Task objective —
Retype the following data exactly, but leave its pictures out.
── Available records
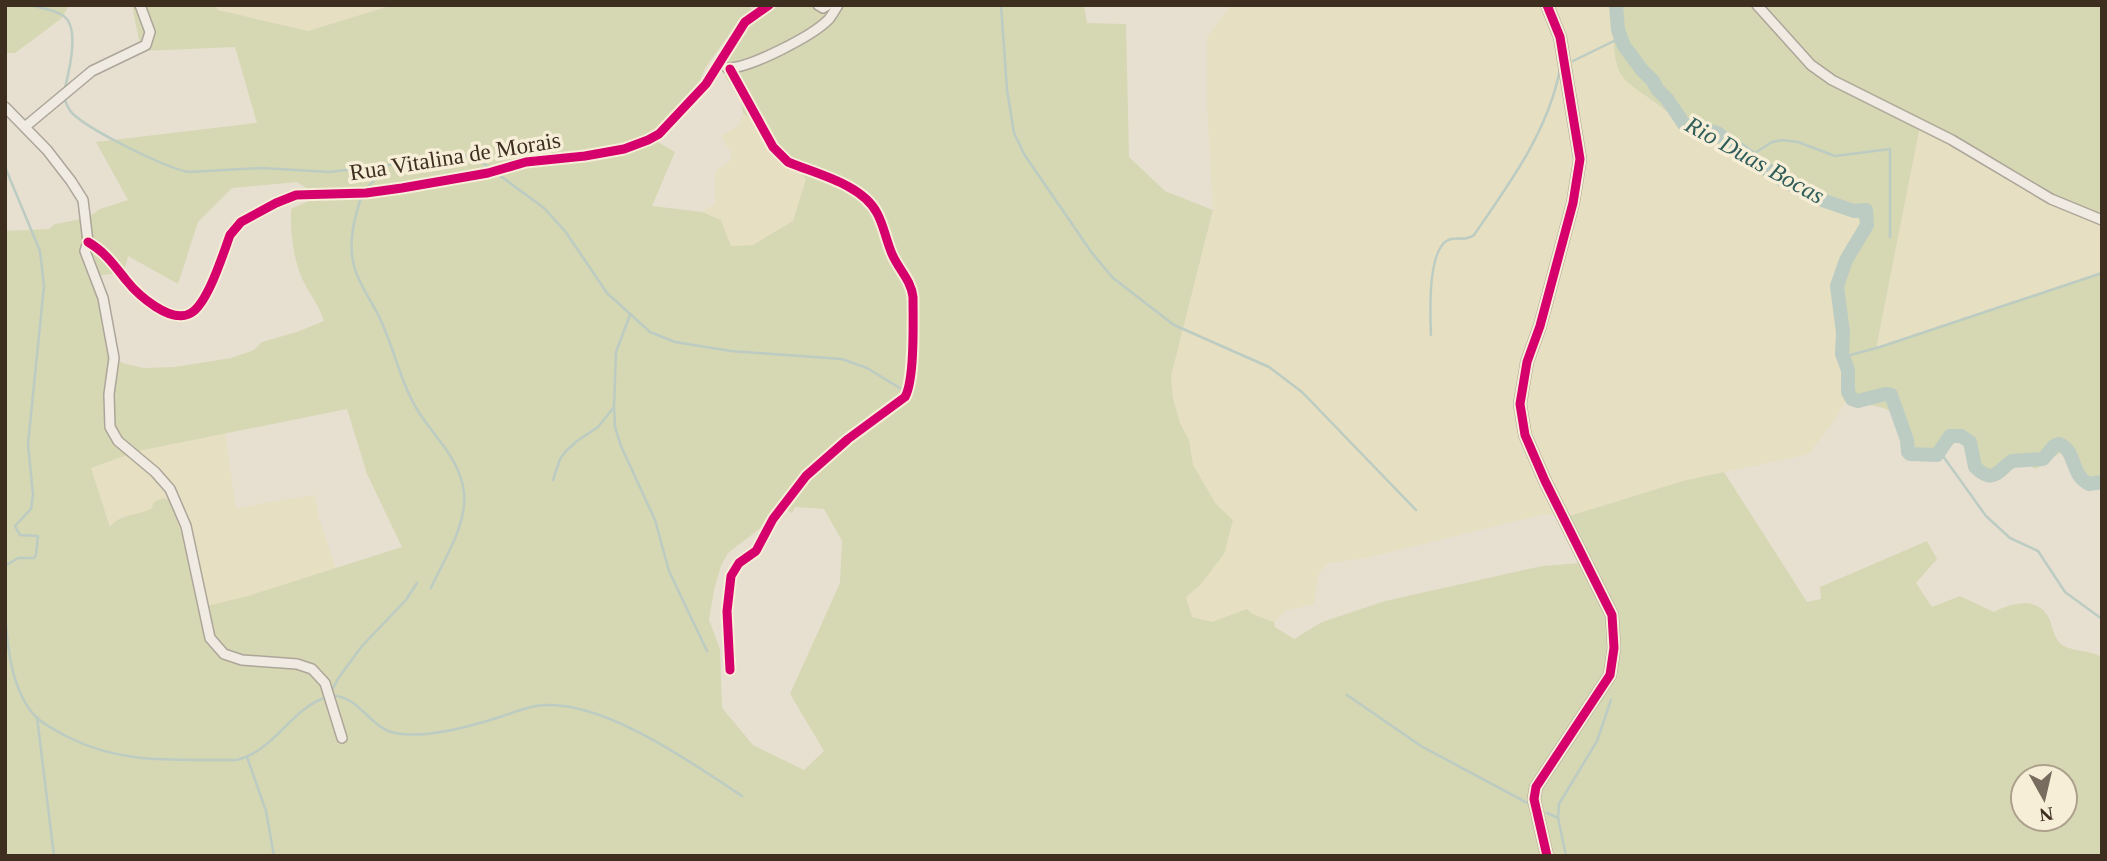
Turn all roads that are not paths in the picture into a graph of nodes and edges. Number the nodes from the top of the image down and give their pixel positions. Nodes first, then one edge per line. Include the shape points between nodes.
1 (140, 5) edge
2 (769, 5) edge
3 (818, 5) edge
4 (828, 5) edge
5 (838, 5) edge
6 (1547, 5) edge
7 (1757, 5) edge
8 (720, 65) junction
9 (730, 69) junction
10 (5, 107) edge
11 (26, 126) junction
12 (2102, 220) edge
13 (88, 242) junction
14 (730, 670) dead end
15 (342, 738) dead end
16 (1547, 856) edge

1 - 11 street via 150,32 146,45 92,71
2 - 8 street, Rua Vitalina de Morais via 745,22
3 - 4 street
5 - 9 street via 828,20 803,37 752,64
6 - 16 street via 1560,37 1580,159 1573,203 1520,404 1525,435 1612,615 1614,648 1610,676 1536,787 1534,799
7 - 12 street via 1811,65 1832,80 1952,140 2051,199
8 - 9 street
8 - 13 street, Rua Vitalina de Morais via 659,134 624,149 526,162 479,175 366,193 304,193 286,198 237,226 201,301 185,315 157,308
9 - 14 street via 781,156 850,188 871,203 914,297 905,397 806,476 773,519 756,551 739,563 731,576 727,604
10 - 11 street
11 - 13 street via 78,191 86,210
13 - 15 street via 85,251 103,298 114,358 110,427 118,441 170,489 186,526 210,638 225,654 242,660 312,669 325,684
────
Reply to the task —
Turn all roads that are not paths in the picture into a graph of nodes and edges. Number the nodes from the top of the image down and give their pixel positions. Nodes first, then one edge per line. Include the shape points between nodes.
1 (140, 5) edge
2 (769, 5) edge
3 (818, 5) edge
4 (828, 5) edge
5 (838, 5) edge
6 (1547, 5) edge
7 (1757, 5) edge
8 (720, 65) junction
9 (730, 69) junction
10 (5, 107) edge
11 (26, 126) junction
12 (2102, 220) edge
13 (88, 242) junction
14 (730, 670) dead end
15 (342, 738) dead end
16 (1547, 856) edge

1 - 11 street via 150,32 146,45 92,71
2 - 8 street, Rua Vitalina de Morais via 745,22
3 - 4 street
5 - 9 street via 828,20 803,37 752,64
6 - 16 street via 1560,37 1580,159 1573,203 1520,404 1525,435 1612,615 1614,648 1610,676 1536,787 1534,799
7 - 12 street via 1811,65 1832,80 1952,140 2051,199
8 - 9 street
8 - 13 street, Rua Vitalina de Morais via 659,134 624,149 526,162 479,175 366,193 304,193 286,198 237,226 201,301 185,315 157,308
9 - 14 street via 781,156 850,188 871,203 914,297 905,397 806,476 773,519 756,551 739,563 731,576 727,604
10 - 11 street
11 - 13 street via 78,191 86,210
13 - 15 street via 85,251 103,298 114,358 110,427 118,441 170,489 186,526 210,638 225,654 242,660 312,669 325,684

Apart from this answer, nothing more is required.